# VAPORISER



## Black and Amber (Jun 2, 2003)

I requested information from Heilyser Technology in Canada, the manufacturers of oxalic acid Vaporizers but cant get a reply,Does anyone know why?

------------------
Richie


----------



## Axtmann (Dec 29, 2002)

You can go to this website, there is a link to the Canadian site and the email address. http://de.geocities.com/vaporizerklaus/


----------



## BULLSEYE BILL (Oct 2, 2002)

Or you might try this one:
http://www.members.shaw.ca/orioleln/


----------



## Black and Amber (Jun 2, 2003)

Thanks Axtman &Bullseye Bill, Problem solved,( The power of the NET!)

------------------
Richie


----------



## swarm_trapper (Jun 19, 2003)

i ordered my vaprorizer 3 weeks ago does it normally take this long?


----------



## db_land (Aug 29, 2003)

I bought the JB200 vaporizer about 2 months ago. It works great but is too FLIMSY - I'm afraid it's going to fall apart already and I've only used it about 100 times.

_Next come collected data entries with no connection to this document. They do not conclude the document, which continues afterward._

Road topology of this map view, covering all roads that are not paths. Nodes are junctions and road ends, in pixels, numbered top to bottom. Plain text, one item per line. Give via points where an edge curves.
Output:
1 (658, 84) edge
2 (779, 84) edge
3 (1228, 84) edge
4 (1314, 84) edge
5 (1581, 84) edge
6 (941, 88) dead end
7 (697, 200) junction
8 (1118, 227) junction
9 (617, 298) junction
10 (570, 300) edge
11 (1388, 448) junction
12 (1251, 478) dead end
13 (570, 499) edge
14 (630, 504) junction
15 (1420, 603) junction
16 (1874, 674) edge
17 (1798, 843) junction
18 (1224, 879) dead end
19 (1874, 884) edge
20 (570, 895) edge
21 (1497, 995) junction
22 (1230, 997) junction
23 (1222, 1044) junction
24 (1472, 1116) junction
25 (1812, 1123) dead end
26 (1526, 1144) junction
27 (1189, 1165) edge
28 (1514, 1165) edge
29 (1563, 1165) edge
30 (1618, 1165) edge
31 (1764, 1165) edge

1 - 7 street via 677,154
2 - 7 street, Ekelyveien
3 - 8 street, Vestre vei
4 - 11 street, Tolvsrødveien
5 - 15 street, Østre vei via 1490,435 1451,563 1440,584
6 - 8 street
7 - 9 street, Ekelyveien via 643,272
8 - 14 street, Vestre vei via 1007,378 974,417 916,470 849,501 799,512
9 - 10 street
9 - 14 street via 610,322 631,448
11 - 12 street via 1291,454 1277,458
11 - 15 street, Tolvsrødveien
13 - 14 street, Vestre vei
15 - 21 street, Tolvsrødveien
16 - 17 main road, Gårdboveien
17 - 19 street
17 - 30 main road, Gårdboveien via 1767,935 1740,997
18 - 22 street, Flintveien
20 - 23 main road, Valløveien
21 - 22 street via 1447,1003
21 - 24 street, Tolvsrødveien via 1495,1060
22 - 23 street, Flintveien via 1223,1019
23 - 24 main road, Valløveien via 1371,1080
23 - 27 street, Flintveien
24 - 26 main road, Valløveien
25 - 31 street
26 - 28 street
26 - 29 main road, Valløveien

Does anyone know how it make it sturdier or is there a commercial/industrial grade version out there somewhere?


----------



## BULLSEYE BILL (Oct 2, 2002)

>It works great but is too FLIMSY - I'm afraid it's going to fall apart already and I've only used it about 100 times. 

Ditto here. I am running two at a time and they are showing some ware too. I am consoling myself with the thought that if I get 325 uses per unit it will cost me .02 cents per treatment when I have to replace it.


----------



## Axtmann (Dec 29, 2002)

It works great but is too FLIMSY - I'm afraid it's going to fall apart already and I've only used it about 100 times.

Ditto here. I talked to the distributor here; they worked on the system to made it more stable. The bottom sheet metal has an angel on each side now that mean the whole thing is stronger.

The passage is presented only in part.